Entries shown:

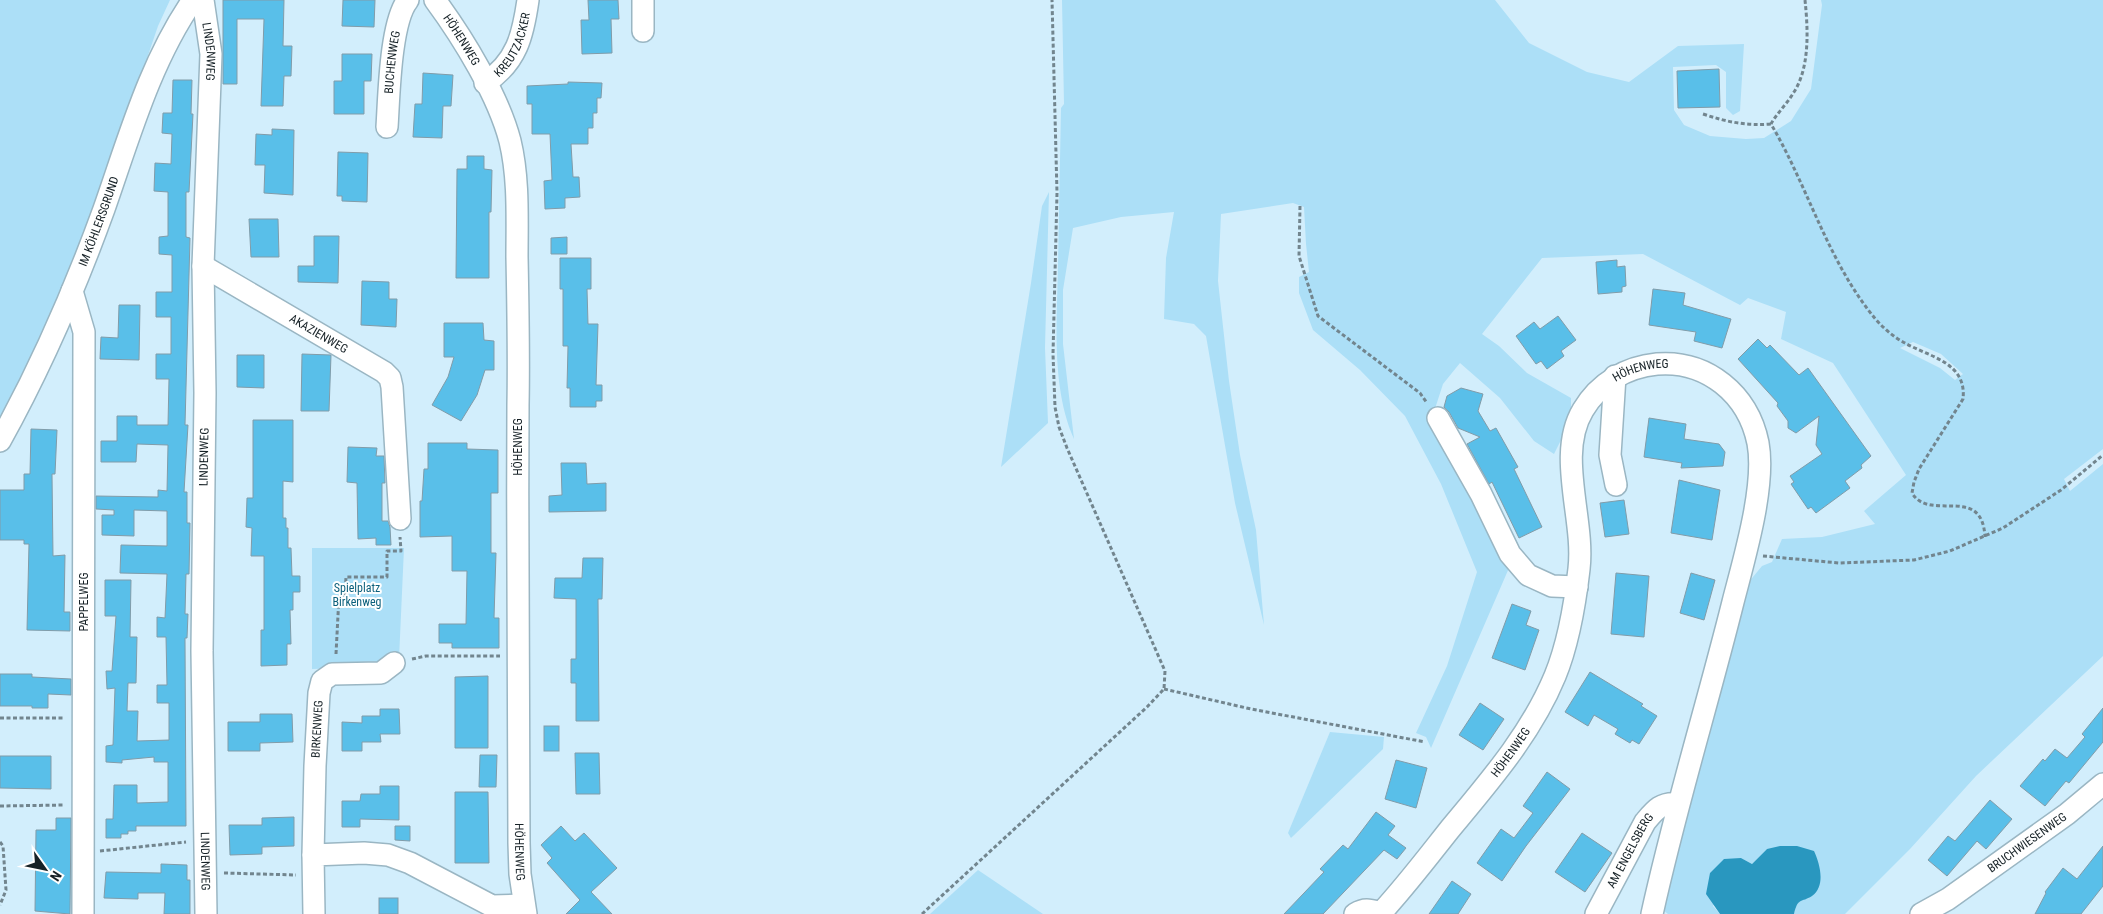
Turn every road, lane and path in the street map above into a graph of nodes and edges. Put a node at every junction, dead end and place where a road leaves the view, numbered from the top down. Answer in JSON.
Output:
{"nodes":[{"id":1,"x":193,"y":0,"type":"edge"},
{"id":2,"x":203,"y":0,"type":"edge"},
{"id":3,"x":408,"y":0,"type":"edge"},
{"id":4,"x":434,"y":0,"type":"edge"},
{"id":5,"x":528,"y":0,"type":"edge"},
{"id":6,"x":642,"y":0,"type":"edge"},
{"id":7,"x":1052,"y":0,"type":"edge"},
{"id":8,"x":1805,"y":0,"type":"edge"},
{"id":9,"x":643,"y":31,"type":"dead end"},
{"id":10,"x":485,"y":83,"type":"junction"},
{"id":11,"x":1703,"y":114,"type":"dead end"},
{"id":12,"x":1771,"y":124,"type":"junction"},
{"id":13,"x":387,"y":127,"type":"dead end"},
{"id":14,"x":1300,"y":206,"type":"dead end"},
{"id":15,"x":203,"y":266,"type":"junction"},
{"id":16,"x":72,"y":291,"type":"junction"},
{"id":17,"x":1615,"y":376,"type":"junction"},
{"id":18,"x":1438,"y":418,"type":"joint"},
{"id":19,"x":0,"y":441,"type":"edge"},
{"id":20,"x":2103,"y":456,"type":"edge"},
{"id":21,"x":1616,"y":485,"type":"dead end"},
{"id":22,"x":400,"y":519,"type":"dead end"},
{"id":23,"x":1985,"y":536,"type":"junction"},
{"id":24,"x":401,"y":548,"type":"dead end"},
{"id":25,"x":1745,"y":554,"type":"junction"},
{"id":26,"x":1577,"y":587,"type":"junction"},
{"id":27,"x":332,"y":656,"type":"dead end"},
{"id":28,"x":517,"y":657,"type":"junction"},
{"id":29,"x":394,"y":663,"type":"joint"},
{"id":30,"x":1164,"y":689,"type":"junction"},
{"id":31,"x":84,"y":717,"type":"junction"},
{"id":32,"x":0,"y":718,"type":"edge"},
{"id":33,"x":1425,"y":742,"type":"dead end"},
{"id":34,"x":2103,"y":784,"type":"edge"},
{"id":35,"x":1678,"y":804,"type":"junction"},
{"id":36,"x":83,"y":805,"type":"junction"},
{"id":37,"x":0,"y":806,"type":"edge"},
{"id":38,"x":204,"y":841,"type":"junction"},
{"id":39,"x":0,"y":842,"type":"edge"},
{"id":40,"x":82,"y":852,"type":"junction"},
{"id":41,"x":313,"y":865,"type":"junction"},
{"id":42,"x":204,"y":872,"type":"junction"},
{"id":43,"x":0,"y":905,"type":"edge"},
{"id":44,"x":1951,"y":906,"type":"edge"},
{"id":45,"x":525,"y":910,"type":"edge"},
{"id":46,"x":83,"y":914,"type":"edge"},
{"id":47,"x":206,"y":914,"type":"edge"},
{"id":48,"x":314,"y":914,"type":"edge"},
{"id":49,"x":922,"y":914,"type":"edge"},
{"id":50,"x":1355,"y":914,"type":"edge"},
{"id":51,"x":1380,"y":914,"type":"edge"},
{"id":52,"x":1596,"y":914,"type":"edge"},
{"id":53,"x":1652,"y":914,"type":"edge"},
{"id":54,"x":1921,"y":914,"type":"edge"}],
"edges":[{"from":1,"to":16,"type":"street","name":"IM KÖHLERSGRUND"},
{"from":2,"to":15,"type":"street","name":"LINDENWEG"},
{"from":3,"to":13,"type":"street","name":"BUCHENWEG"},
{"from":4,"to":10,"type":"street","name":"HÖHENWEG"},
{"from":5,"to":10,"type":"street","name":"KREUTZACKER"},
{"from":6,"to":9,"type":"street"},
{"from":7,"to":30,"type":"path"},
{"from":8,"to":12,"type":"path"},
{"from":10,"to":28,"type":"street","name":"HÖHENWEG"},
{"from":11,"to":12,"type":"path"},
{"from":12,"to":23,"type":"path"},
{"from":14,"to":18,"type":"path"},
{"from":15,"to":22,"type":"street","name":"AKAZIENWEG"},
{"from":15,"to":38,"type":"street","name":"LINDENWEG"},
{"from":16,"to":19,"type":"street","name":"IM KÖHLERSGRUND"},
{"from":16,"to":31,"type":"street","name":"PAPPELWEG"},
{"from":17,"to":21,"type":"street"},
{"from":17,"to":25,"type":"street","name":"HÖHENWEG"},
{"from":17,"to":26,"type":"street","name":"HÖHENWEG"},
{"from":18,"to":26,"type":"street"},
{"from":20,"to":23,"type":"path"},
{"from":23,"to":25,"type":"path"},
{"from":24,"to":27,"type":"path"},
{"from":25,"to":35,"type":"street","name":"HÖHENWEG"},
{"from":26,"to":51,"type":"street","name":"HÖHENWEG"},
{"from":28,"to":29,"type":"path"},
{"from":28,"to":45,"type":"street","name":"HÖHENWEG"},
{"from":29,"to":41,"type":"street","name":"BIRKENWEG"},
{"from":30,"to":33,"type":"path"},
{"from":30,"to":49,"type":"path"},
{"from":31,"to":32,"type":"path"},
{"from":31,"to":36,"type":"street","name":"PAPPELWEG"},
{"from":34,"to":44,"type":"street","name":"BRUCHWIESENWEG"},
{"from":35,"to":52,"type":"street","name":"AM ENGELSBERG"},
{"from":35,"to":53,"type":"street","name":"HÖHENWEG"},
{"from":36,"to":37,"type":"path"},
{"from":36,"to":40,"type":"street","name":"PAPPELWEG"},
{"from":38,"to":40,"type":"path"},
{"from":38,"to":42,"type":"street","name":"LINDENWEG"},
{"from":39,"to":43,"type":"path"},
{"from":40,"to":46,"type":"street","name":"PAPPELWEG"},
{"from":41,"to":42,"type":"path"},
{"from":41,"to":45,"type":"street"},
{"from":41,"to":48,"type":"street","name":"BIRKENWEG"},
{"from":42,"to":47,"type":"street","name":"LINDENWEG"},
{"from":44,"to":54,"type":"street","name":"BRUCHWIESENWEG"},
{"from":50,"to":51,"type":"street"}]}
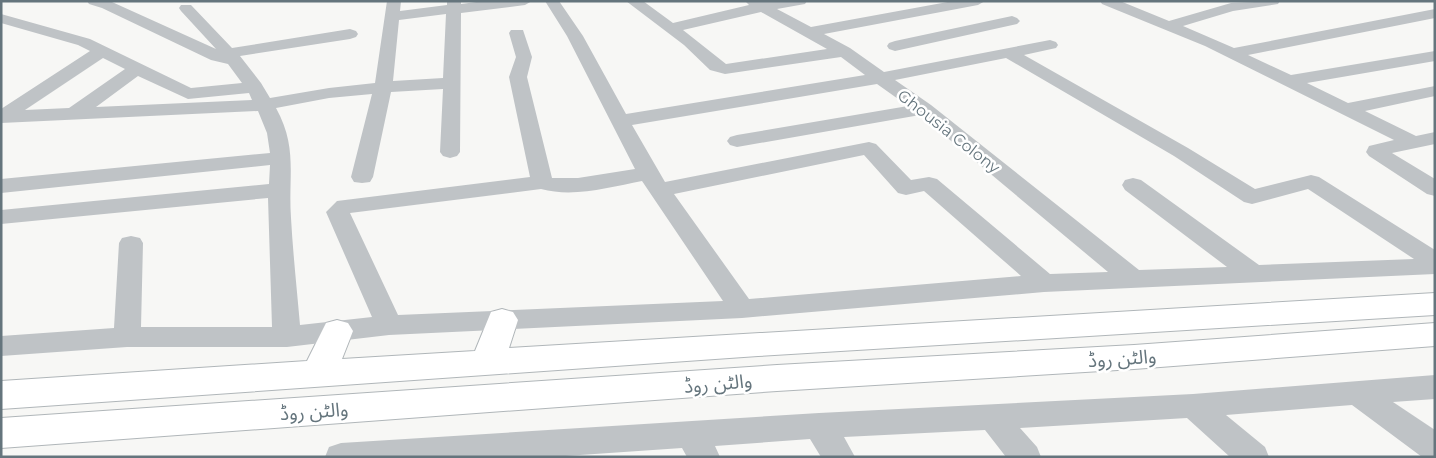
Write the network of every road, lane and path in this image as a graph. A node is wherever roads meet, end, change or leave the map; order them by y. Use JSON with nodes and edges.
{"nodes":[{"id":1,"x":94,"y":1,"type":"edge"},
{"id":2,"x":525,"y":1,"type":"edge"},
{"id":3,"x":552,"y":1,"type":"edge"},
{"id":4,"x":633,"y":1,"type":"edge"},
{"id":5,"x":800,"y":1,"type":"edge"},
{"id":6,"x":1107,"y":1,"type":"edge"},
{"id":7,"x":1272,"y":1,"type":"edge"},
{"id":8,"x":1253,"y":2,"type":"edge"},
{"id":9,"x":757,"y":4,"type":"edge"},
{"id":10,"x":1411,"y":4,"type":"dead end"},
{"id":11,"x":455,"y":5,"type":"edge"},
{"id":12,"x":986,"y":5,"type":"edge"},
{"id":13,"x":186,"y":8,"type":"dead end"},
{"id":14,"x":393,"y":8,"type":"edge"},
{"id":15,"x":1433,"y":12,"type":"edge"},
{"id":16,"x":1,"y":18,"type":"edge"},
{"id":17,"x":1012,"y":21,"type":"junction"},
{"id":18,"x":1167,"y":26,"type":"junction"},
{"id":19,"x":671,"y":28,"type":"junction"},
{"id":20,"x":810,"y":32,"type":"junction"},
{"id":21,"x":517,"y":33,"type":"dead end"},
{"id":22,"x":350,"y":34,"type":"dead end"},
{"id":23,"x":895,"y":46,"type":"dead end"},
{"id":24,"x":103,"y":50,"type":"junction"},
{"id":25,"x":844,"y":52,"type":"junction"},
{"id":26,"x":1009,"y":53,"type":"junction"},
{"id":27,"x":1232,"y":53,"type":"junction"},
{"id":28,"x":232,"y":56,"type":"junction"},
{"id":29,"x":1435,"y":56,"type":"edge"},
{"id":30,"x":138,"y":68,"type":"junction"},
{"id":31,"x":880,"y":78,"type":"junction"},
{"id":32,"x":1288,"y":81,"type":"junction"},
{"id":33,"x":452,"y":83,"type":"junction"},
{"id":34,"x":383,"y":87,"type":"junction"},
{"id":35,"x":1435,"y":91,"type":"edge"},
{"id":36,"x":259,"y":96,"type":"junction"},
{"id":37,"x":924,"y":109,"type":"junction"},
{"id":38,"x":1346,"y":109,"type":"junction"},
{"id":39,"x":75,"y":113,"type":"junction"},
{"id":40,"x":2,"y":117,"type":"edge"},
{"id":41,"x":620,"y":121,"type":"junction"},
{"id":42,"x":737,"y":141,"type":"dead end"},
{"id":43,"x":1425,"y":141,"type":"edge"},
{"id":44,"x":450,"y":152,"type":"dead end"},
{"id":45,"x":280,"y":158,"type":"junction"},
{"id":46,"x":362,"y":177,"type":"dead end"},
{"id":47,"x":542,"y":182,"type":"junction"},
{"id":48,"x":654,"y":182,"type":"junction"},
{"id":49,"x":1133,"y":185,"type":"dead end"},
{"id":50,"x":1,"y":186,"type":"edge"},
{"id":51,"x":1435,"y":189,"type":"edge"},
{"id":52,"x":279,"y":190,"type":"junction"},
{"id":53,"x":1,"y":217,"type":"edge"},
{"id":54,"x":130,"y":243,"type":"dead end"},
{"id":55,"x":1435,"y":262,"type":"edge"},
{"id":56,"x":1435,"y":266,"type":"edge"},
{"id":57,"x":1254,"y":274,"type":"junction"},
{"id":58,"x":1134,"y":280,"type":"junction"},
{"id":59,"x":1044,"y":283,"type":"junction"},
{"id":60,"x":1435,"y":304,"type":"edge"},
{"id":61,"x":742,"y":309,"type":"junction"},
{"id":62,"x":502,"y":320,"type":"junction"},
{"id":63,"x":389,"y":325,"type":"junction"},
{"id":64,"x":337,"y":331,"type":"junction"},
{"id":65,"x":1435,"y":334,"type":"edge"},
{"id":66,"x":127,"y":337,"type":"junction"},
{"id":67,"x":287,"y":337,"type":"junction"},
{"id":68,"x":1,"y":346,"type":"edge"},
{"id":69,"x":488,"y":363,"type":"junction"},
{"id":70,"x":318,"y":375,"type":"junction"},
{"id":71,"x":1435,"y":387,"type":"edge"},
{"id":72,"x":1359,"y":394,"type":"junction"},
{"id":73,"x":1,"y":396,"type":"edge"},
{"id":74,"x":1193,"y":406,"type":"junction"},
{"id":75,"x":992,"y":416,"type":"junction"},
{"id":76,"x":819,"y":426,"type":"junction"},
{"id":77,"x":1,"y":433,"type":"edge"},
{"id":78,"x":698,"y":446,"type":"edge"},
{"id":79,"x":1435,"y":448,"type":"edge"},
{"id":80,"x":564,"y":449,"type":"edge"},
{"id":81,"x":467,"y":452,"type":"edge"},
{"id":82,"x":341,"y":457,"type":"edge"},
{"id":83,"x":839,"y":457,"type":"edge"},
{"id":84,"x":1025,"y":457,"type":"edge"},
{"id":85,"x":1253,"y":457,"type":"edge"}],
"edges":[{"from":1,"to":28,"type":"street"},
{"from":2,"to":11,"type":"street"},
{"from":3,"to":41,"type":"street"},
{"from":4,"to":19,"type":"street"},
{"from":5,"to":9,"type":"street"},
{"from":6,"to":18,"type":"street"},
{"from":7,"to":8,"type":"street"},
{"from":8,"to":18,"type":"street"},
{"from":9,"to":19,"type":"street"},
{"from":9,"to":20,"type":"street","name":"Ghousia Colony"},
{"from":10,"to":15,"type":"street"},
{"from":11,"to":14,"type":"street"},
{"from":11,"to":33,"type":"street"},
{"from":12,"to":17,"type":"street"},
{"from":12,"to":20,"type":"street"},
{"from":13,"to":28,"type":"street"},
{"from":14,"to":34,"type":"street"},
{"from":15,"to":27,"type":"street"},
{"from":16,"to":24,"type":"street"},
{"from":17,"to":23,"type":"street"},
{"from":17,"to":26,"type":"street"},
{"from":18,"to":27,"type":"street"},
{"from":19,"to":25,"type":"street"},
{"from":20,"to":25,"type":"street","name":"Ghousia Colony"},
{"from":21,"to":47,"type":"street"},
{"from":22,"to":28,"type":"street"},
{"from":24,"to":30,"type":"street"},
{"from":24,"to":40,"type":"street"},
{"from":25,"to":31,"type":"street","name":"Ghousia Colony"},
{"from":26,"to":31,"type":"street"},
{"from":26,"to":55,"type":"street"},
{"from":27,"to":32,"type":"street"},
{"from":28,"to":36,"type":"street"},
{"from":29,"to":32,"type":"street"},
{"from":30,"to":36,"type":"street"},
{"from":30,"to":39,"type":"street"},
{"from":31,"to":37,"type":"street","name":"Ghousia Colony"},
{"from":31,"to":41,"type":"street"},
{"from":32,"to":38,"type":"street"},
{"from":33,"to":34,"type":"street"},
{"from":33,"to":44,"type":"street"},
{"from":34,"to":36,"type":"street"},
{"from":34,"to":46,"type":"street"},
{"from":35,"to":38,"type":"street"},
{"from":36,"to":39,"type":"street"},
{"from":36,"to":45,"type":"street"},
{"from":37,"to":42,"type":"street"},
{"from":37,"to":58,"type":"street","name":"Ghousia Colony"},
{"from":38,"to":43,"type":"street"},
{"from":39,"to":40,"type":"street"},
{"from":41,"to":48,"type":"street"},
{"from":43,"to":51,"type":"street"},
{"from":45,"to":50,"type":"street"},
{"from":45,"to":52,"type":"street"},
{"from":47,"to":48,"type":"street"},
{"from":47,"to":63,"type":"street"},
{"from":48,"to":59,"type":"street"},
{"from":48,"to":61,"type":"street"},
{"from":49,"to":57,"type":"street"},
{"from":52,"to":53,"type":"street"},
{"from":52,"to":67,"type":"street"},
{"from":54,"to":66,"type":"street"},
{"from":56,"to":57,"type":"street"},
{"from":57,"to":58,"type":"street"},
{"from":58,"to":59,"type":"street"},
{"from":59,"to":61,"type":"street"},
{"from":60,"to":69,"type":"main road","name":"والٹن روڈ"},
{"from":61,"to":62,"type":"street"},
{"from":62,"to":63,"type":"street"},
{"from":62,"to":69,"type":"main road"},
{"from":63,"to":64,"type":"street"},
{"from":64,"to":67,"type":"street"},
{"from":64,"to":70,"type":"main road"},
{"from":65,"to":77,"type":"main road","name":"والٹن روڈ"},
{"from":66,"to":67,"type":"street"},
{"from":66,"to":68,"type":"street"},
{"from":69,"to":70,"type":"main road","name":"والٹن روڈ"},
{"from":70,"to":73,"type":"main road","name":"والٹن روڈ"},
{"from":71,"to":72,"type":"street"},
{"from":72,"to":74,"type":"street"},
{"from":72,"to":79,"type":"street"},
{"from":74,"to":75,"type":"street"},
{"from":74,"to":85,"type":"street"},
{"from":75,"to":76,"type":"street"},
{"from":75,"to":84,"type":"street"},
{"from":76,"to":78,"type":"street"},
{"from":76,"to":83,"type":"street"},
{"from":78,"to":80,"type":"street"},
{"from":80,"to":81,"type":"street"},
{"from":81,"to":82,"type":"street"}]}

What you should do: Collect the lines of the data that carry the word "nodes".

Completed exercise:
Turn every road, lane and path in the street map above into a graph of nodes and edges. Put a node at every junction, dead end and place where a road leaves the view, numbered from the top down. Answer in JSON.
{"nodes":[{"id":1,"x":193,"y":0,"type":"edge"},
Write the network of every road, lane and path in this image as a graph. A node is wherever roads meet, end, change or leave the map; order them by y. Use JSON with nodes and edges.
{"nodes":[{"id":1,"x":94,"y":1,"type":"edge"},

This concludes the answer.